• Task requirements: This exercise requires an exact output of the listing, images omitted.

• Supplied material:
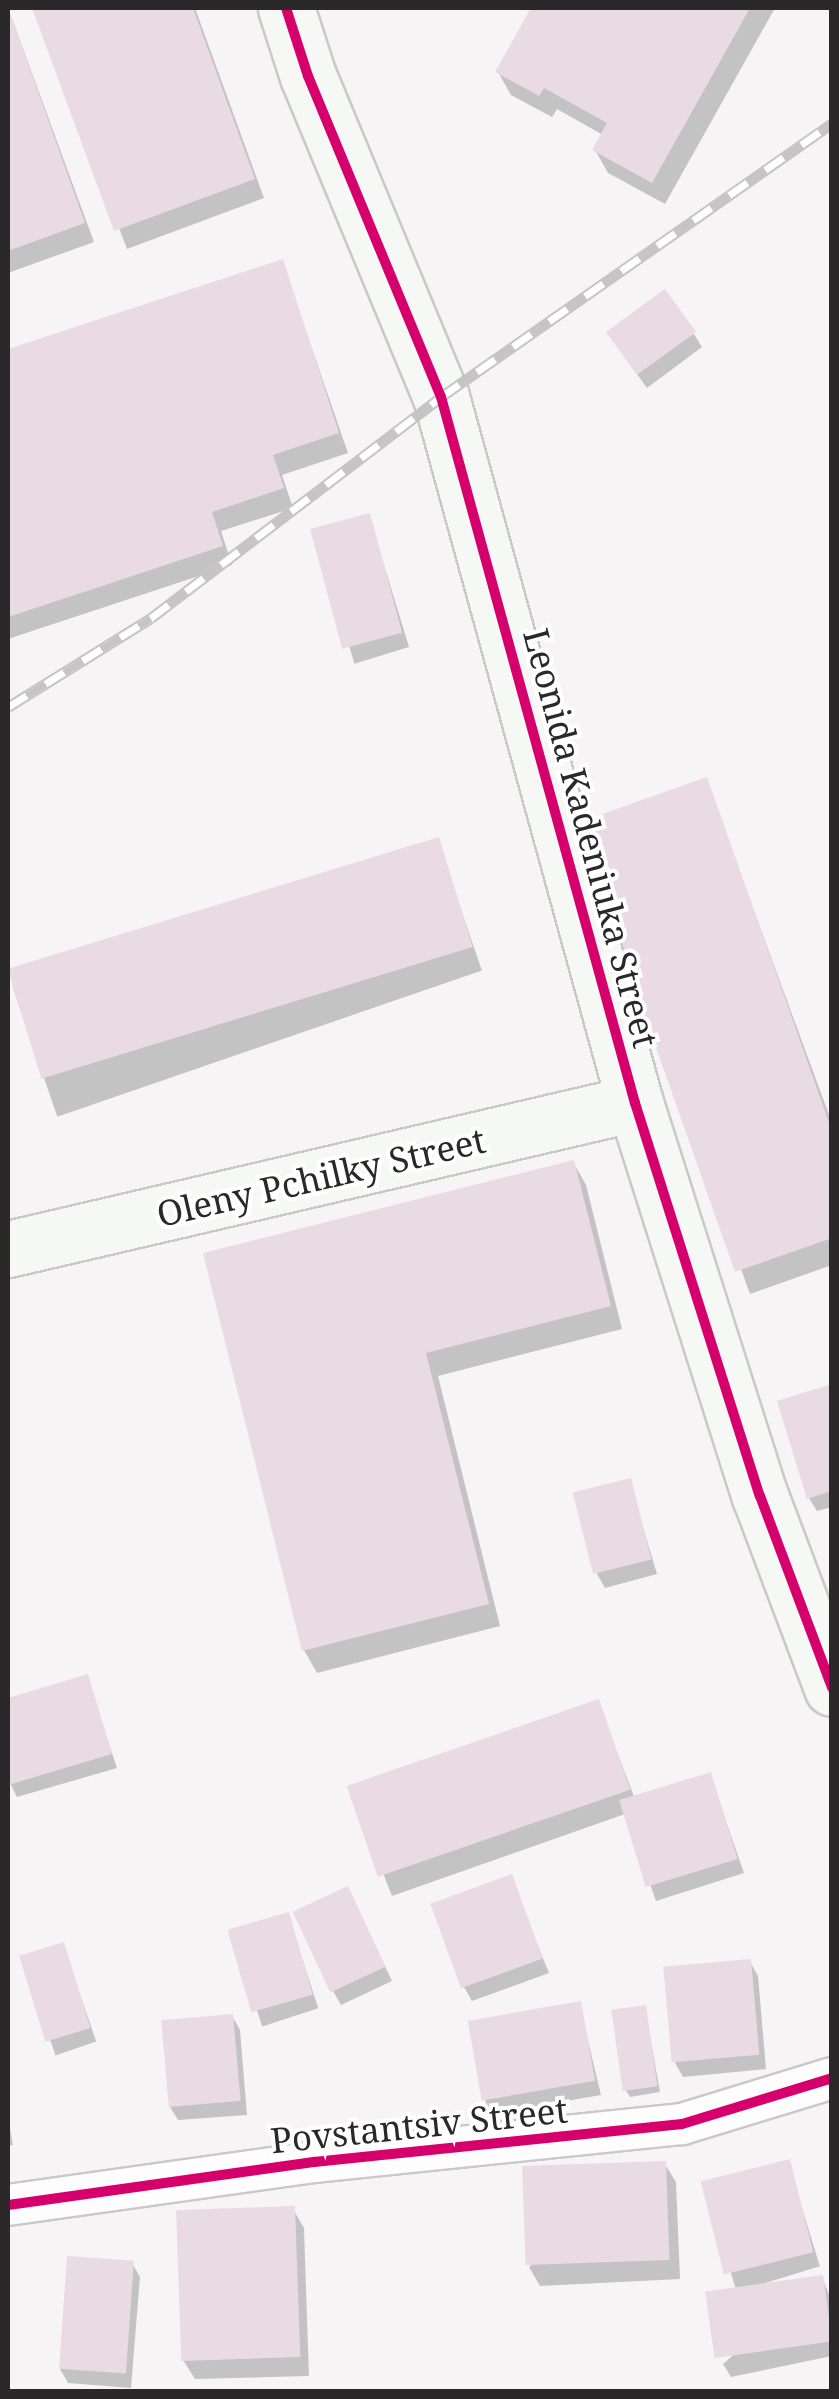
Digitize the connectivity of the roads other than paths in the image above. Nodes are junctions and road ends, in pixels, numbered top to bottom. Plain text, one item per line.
1 (286, 8) edge
2 (635, 1103) junction
3 (8, 1249) edge
4 (832, 1688) edge
5 (832, 2078) edge
6 (8, 2205) edge

1 - 2 street, Leonida Kadeniuka Street
2 - 3 street, Oleny Pchilky Street
2 - 4 street, Leonida Kadeniuka Street
5 - 6 street, Povstantsiv Street

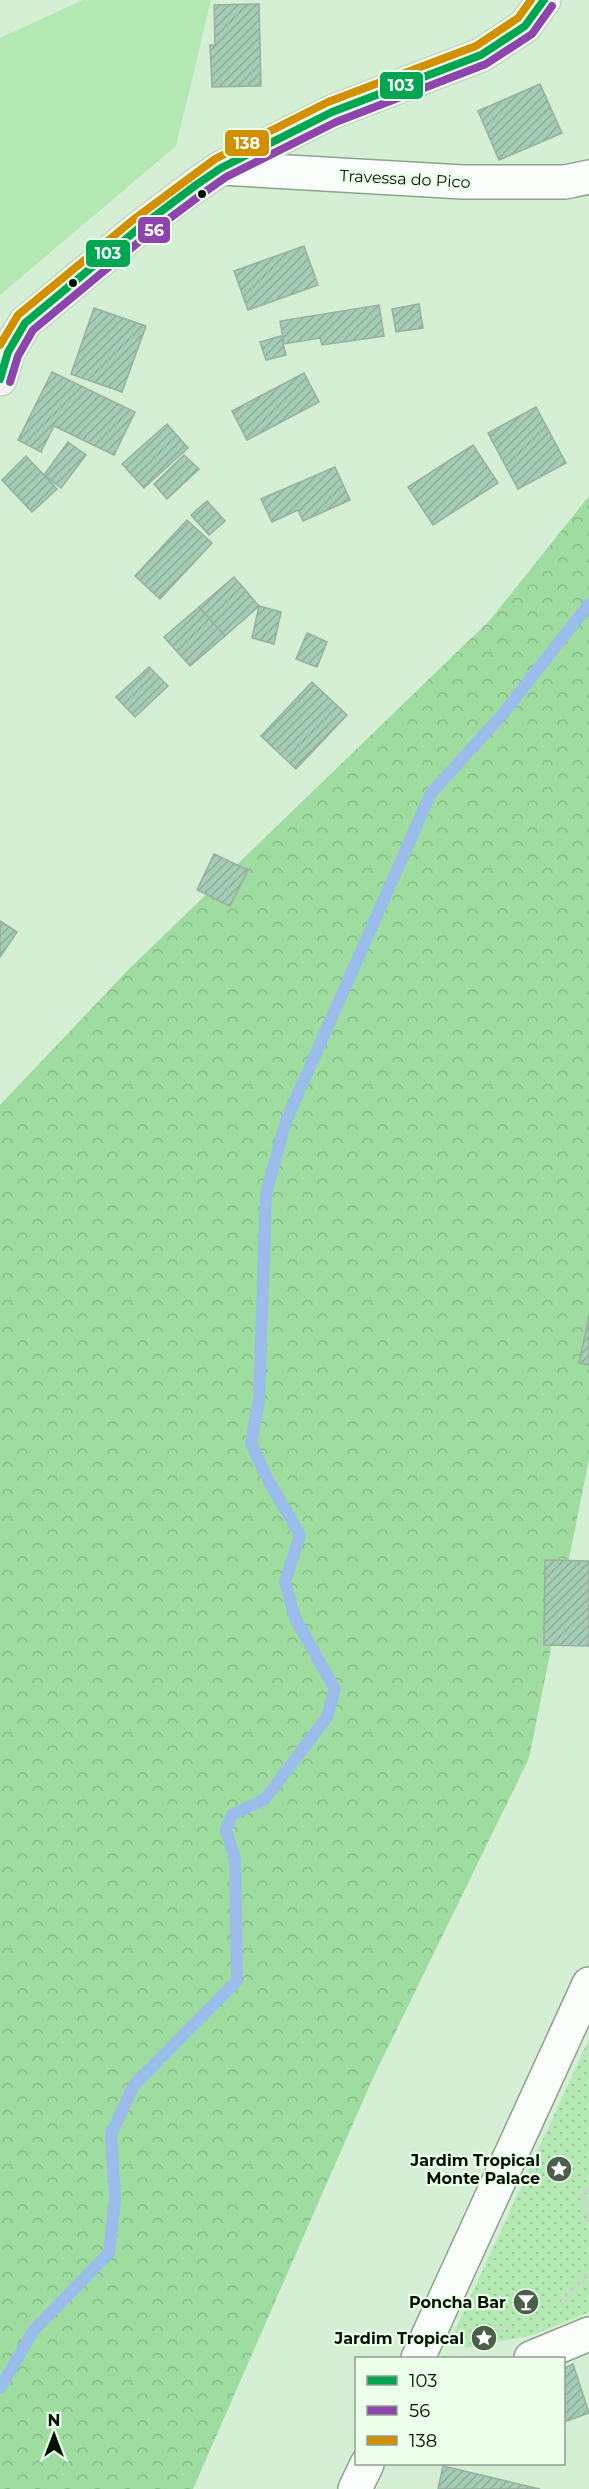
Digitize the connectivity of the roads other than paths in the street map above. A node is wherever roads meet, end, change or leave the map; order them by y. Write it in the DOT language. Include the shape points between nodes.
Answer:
graph roads {
  1 [pos="544,0"];
  2 [pos="221,168"];
  3 [pos="589,177"];
  4 [pos="3,362"];
  5 [pos="589,1984"];
  6 [pos="589,2334"];
  7 [pos="428,2356"];
  8 [pos="533,2357"];
  9 [pos="366,2465"];
  10 [pos="355,2489"];
  1 -- 2 [label="main road" via="525,26 481,55 332,112"];
  2 -- 3 [label="street, Travessa do Pico" via="464,182 565,182"];
  2 -- 4 [label="main road" via="140,228 25,323"];
  5 -- 7 [label="street"];
  6 -- 8 [label="street"];
  9 -- 10 [label="street"];
}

• Answer section:
Digitize the connectivity of the roads other than paths in the image above. Nodes are junctions and road ends, in pixels, numbered top to bottom. Plain text, one item per line.
1 (286, 8) edge
2 (635, 1103) junction
3 (8, 1249) edge
4 (832, 1688) edge
5 (832, 2078) edge
6 (8, 2205) edge

1 - 2 street, Leonida Kadeniuka Street
2 - 3 street, Oleny Pchilky Street
2 - 4 street, Leonida Kadeniuka Street
5 - 6 street, Povstantsiv Street

Digitize the connectivity of the roads other than paths in the street map above. A node is wherever roads meet, end, change or leave the map; order them by y. Write it in the DOT language. Include the shape points between nodes.
Answer:
graph roads {
  1 [pos="544,0"];
  2 [pos="221,168"];
  3 [pos="589,177"];
  4 [pos="3,362"];
  5 [pos="589,1984"];
  6 [pos="589,2334"];
  7 [pos="428,2356"];
  8 [pos="533,2357"];
  9 [pos="366,2465"];
  10 [pos="355,2489"];
  1 -- 2 [label="main road" via="525,26 481,55 332,112"];
  2 -- 3 [label="street, Travessa do Pico" via="464,182 565,182"];
  2 -- 4 [label="main road" via="140,228 25,323"];
  5 -- 7 [label="street"];
  6 -- 8 [label="street"];
  9 -- 10 [label="street"];
}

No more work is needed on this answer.